DNA Damage Radiosensitizers Geared Towards Hydrated Electrons

Hypoxia, a hallmark of solid tumors, which account for ca. 80% of cancer cases, makes the cancer cells resistant toward ionizing radiation and as a consequence to radiotherapy, one of the most common modality employed against tumor. Oxygen present in significant amounts in the normoxic cells fixes DNA damage exerted by the radiation-formed hydroxyl radicals which leads to about three folds larger radiosensitivity of the normoxic cells compared to the hypoxic ones.
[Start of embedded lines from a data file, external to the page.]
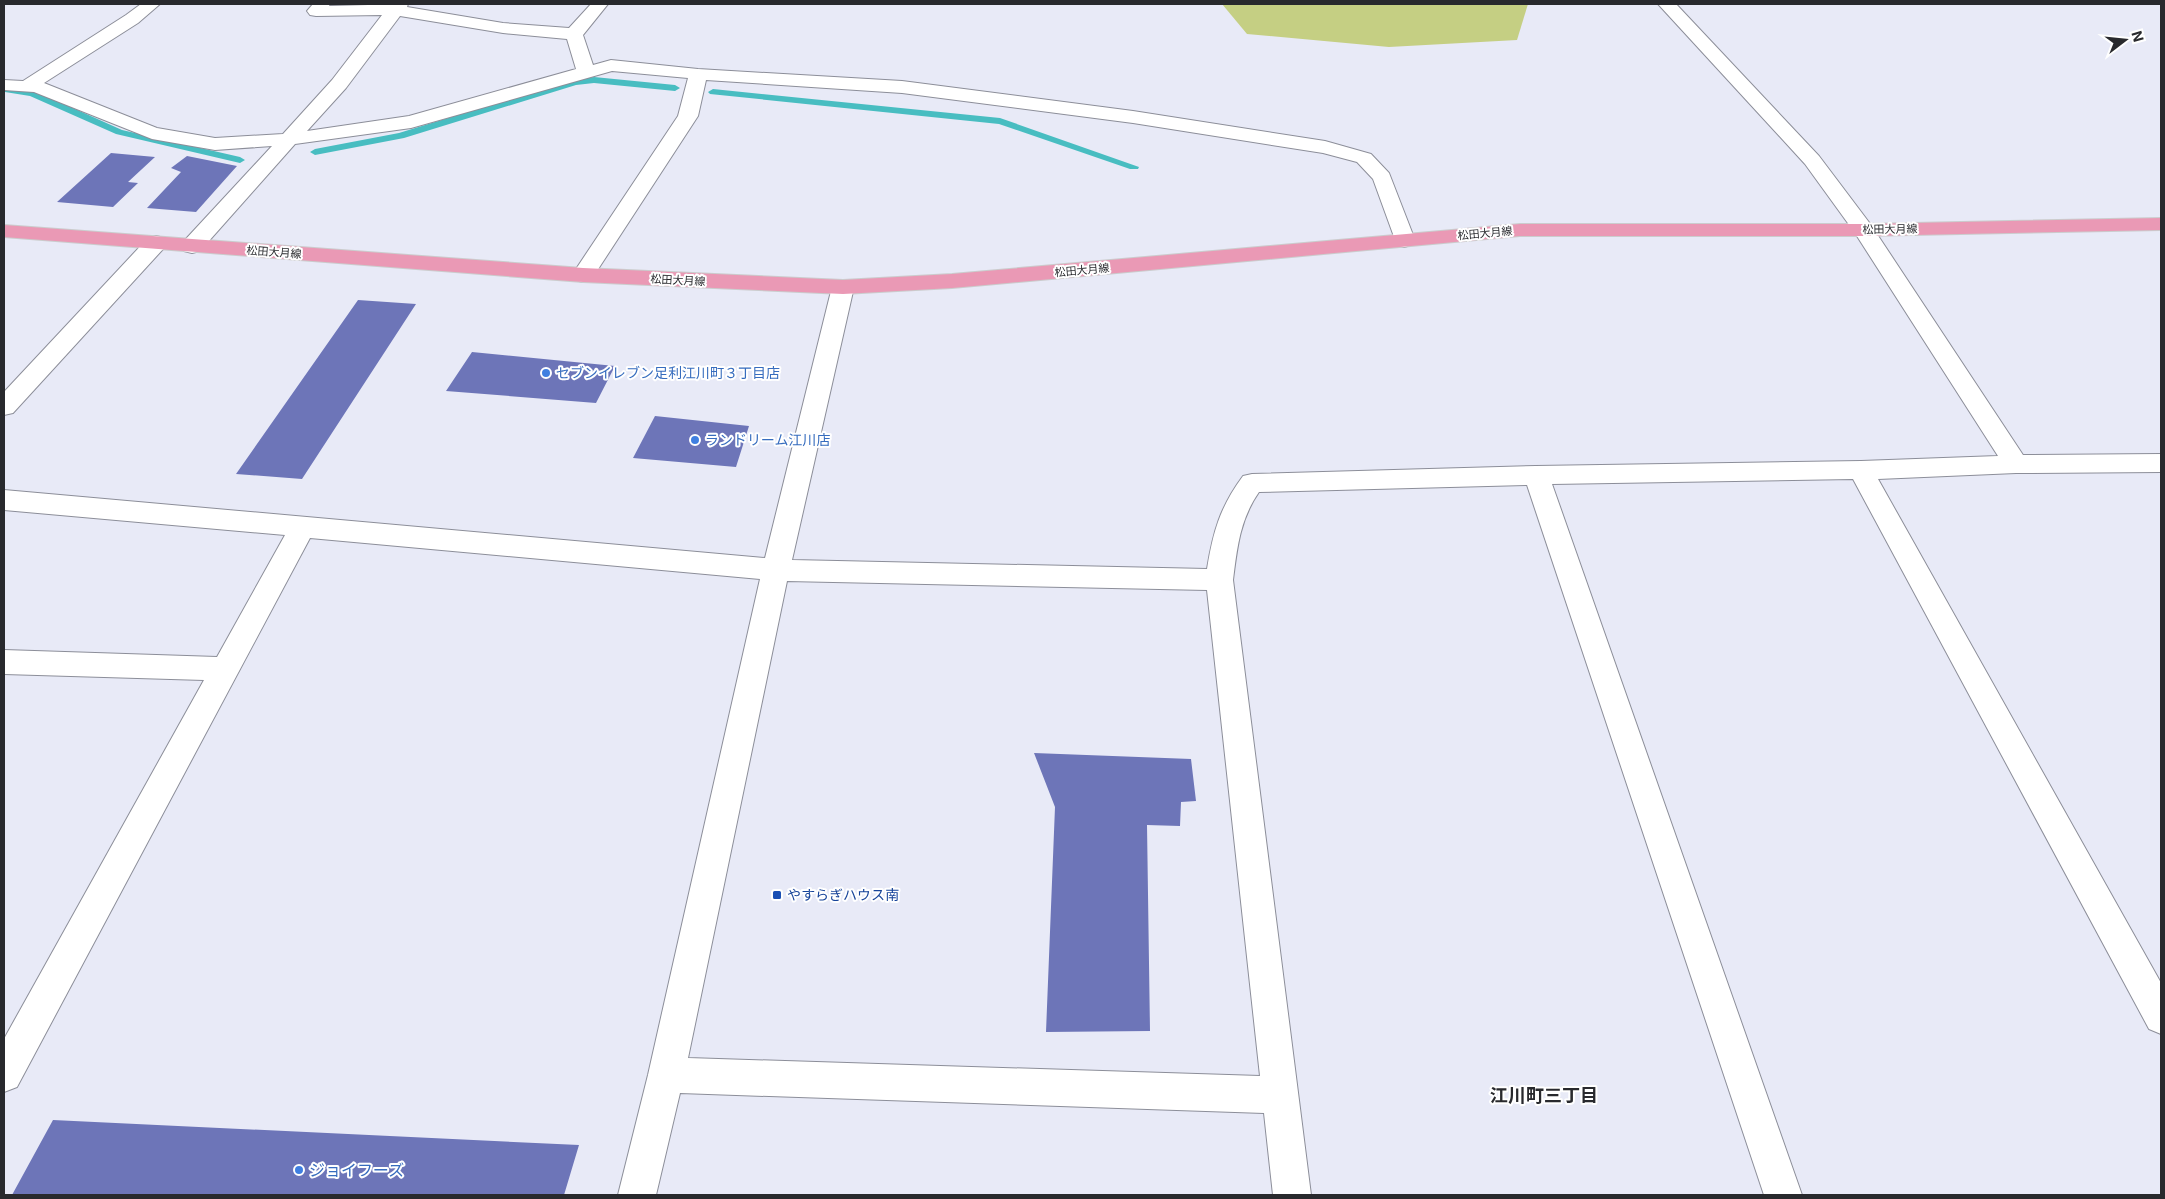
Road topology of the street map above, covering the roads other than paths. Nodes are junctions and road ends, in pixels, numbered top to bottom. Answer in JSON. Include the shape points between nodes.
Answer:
{"nodes":[{"id":1,"x":151,"y":4,"type":"edge"},
{"id":2,"x":322,"y":4,"type":"edge"},
{"id":3,"x":600,"y":4,"type":"edge"},
{"id":4,"x":1667,"y":4,"type":"edge"},
{"id":5,"x":397,"y":7,"type":"edge"},
{"id":6,"x":574,"y":34,"type":"junction"},
{"id":7,"x":586,"y":72,"type":"junction"},
{"id":8,"x":698,"y":74,"type":"junction"},
{"id":9,"x":4,"y":85,"type":"edge"},
{"id":10,"x":26,"y":86,"type":"junction"},
{"id":11,"x":290,"y":139,"type":"junction"},
{"id":12,"x":2161,"y":224,"type":"edge"},
{"id":13,"x":1864,"y":230,"type":"junction"},
{"id":14,"x":4,"y":231,"type":"edge"},
{"id":15,"x":1404,"y":240,"type":"junction"},
{"id":16,"x":156,"y":243,"type":"junction"},
{"id":17,"x":192,"y":246,"type":"junction"},
{"id":18,"x":583,"y":276,"type":"junction"},
{"id":19,"x":843,"y":287,"type":"junction"},
{"id":20,"x":4,"y":407,"type":"edge"},
{"id":21,"x":2161,"y":463,"type":"edge"},
{"id":22,"x":2016,"y":464,"type":"junction"},
{"id":23,"x":1861,"y":470,"type":"junction"},
{"id":24,"x":1536,"y":475,"type":"junction"},
{"id":25,"x":4,"y":500,"type":"edge"},
{"id":26,"x":303,"y":527,"type":"junction"},
{"id":27,"x":776,"y":570,"type":"junction"},
{"id":28,"x":1219,"y":580,"type":"junction"},
{"id":29,"x":4,"y":662,"type":"edge"},
{"id":30,"x":225,"y":669,"type":"junction"},
{"id":31,"x":2161,"y":1017,"type":"edge"},
{"id":32,"x":4,"y":1074,"type":"edge"},
{"id":33,"x":666,"y":1075,"type":"junction"},
{"id":34,"x":1281,"y":1095,"type":"junction"},
{"id":35,"x":637,"y":1195,"type":"edge"},
{"id":36,"x":1292,"y":1195,"type":"edge"},
{"id":37,"x":1783,"y":1195,"type":"edge"}],
"edges":[{"from":1,"to":10,"type":"street"},
{"from":2,"to":5,"type":"street","via":[[316,11]]},
{"from":3,"to":6,"type":"street"},
{"from":4,"to":13,"type":"street","via":[[1812,160]]},
{"from":5,"to":6,"type":"street","via":[[503,28]]},
{"from":5,"to":11,"type":"street","via":[[339,84]]},
{"from":6,"to":7,"type":"street"},
{"from":7,"to":8,"type":"street","via":[[611,65]]},
{"from":7,"to":11,"type":"street","via":[[411,122]]},
{"from":8,"to":15,"type":"street","via":[[902,87],[1132,116],[1325,147],[1364,158],[1382,177]]},
{"from":8,"to":18,"type":"street","via":[[688,116]]},
{"from":9,"to":10,"type":"street"},
{"from":10,"to":11,"type":"street","via":[[38,87],[152,133],[215,144]]},
{"from":11,"to":17,"type":"street"},
{"from":12,"to":13,"type":"main road","name":"松田大月線"},
{"from":13,"to":15,"type":"main road","name":"松田大月線","via":[[1520,230]]},
{"from":13,"to":22,"type":"street"},
{"from":14,"to":16,"type":"main road","name":"松田大月線"},
{"from":15,"to":19,"type":"main road","name":"松田大月線","via":[[961,280]]},
{"from":16,"to":17,"type":"main road","name":"松田大月線"},
{"from":16,"to":20,"type":"street"},
{"from":17,"to":18,"type":"main road","name":"松田大月線"},
{"from":18,"to":19,"type":"main road","name":"松田大月線"},
{"from":19,"to":27,"type":"street"},
{"from":21,"to":22,"type":"street"},
{"from":22,"to":23,"type":"street"},
{"from":23,"to":24,"type":"street"},
{"from":23,"to":31,"type":"street"},
{"from":24,"to":28,"type":"street","via":[[1252,483],[1239,499],[1227,526]]},
{"from":24,"to":37,"type":"street"},
{"from":25,"to":26,"type":"street"},
{"from":26,"to":27,"type":"street"},
{"from":26,"to":30,"type":"street"},
{"from":27,"to":28,"type":"street"},
{"from":27,"to":33,"type":"street"},
{"from":28,"to":34,"type":"street"},
{"from":29,"to":30,"type":"street"},
{"from":30,"to":32,"type":"street"},
{"from":33,"to":34,"type":"street"},
{"from":33,"to":35,"type":"street"},
{"from":34,"to":36,"type":"street"}]}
The imparted reactivity of hydroxyl radicals (•OH) in the absence of oxygen and presence of equimolar to the •OH radicals number of solvated electrons under these conditions (under normoxia hydrated electrons (ehyd) react with the dissolved oxygen leading to relatively nonreactive O2•– radicals) suggest the necessity of the employment of sensitizers sensitive to the hydrated electrons for an efficient radiotherapy. In the present chapter several groups of radiosensitizers geared towards hydrated electrons are thoroughly discussed. In Introduction we show how the hypoxic conditions influence cellular damage induced by ionizing radiation. Then we demonstrate that hydrated electrons do not have significant DNA damaging potential although they effectively bind to DNA (due to the subsequent protonation of the anions formed in result of electron attachment to DNA). Finally, we will draw the readers’ attention to the need for using radiosensitizers reacting with hydrated electrons along with ionizing radiation. Introduction is followed by three sections devoted to the discussed classes of radiosensitizers (1) modified nucleosides, (2) oxygen mimetics and (3) metallic nanoparticles and metal complexes. Lastly, the review is concluded with a short summary, where the advantages and disadvantages of all the discussed classes of sensitizers are compiled.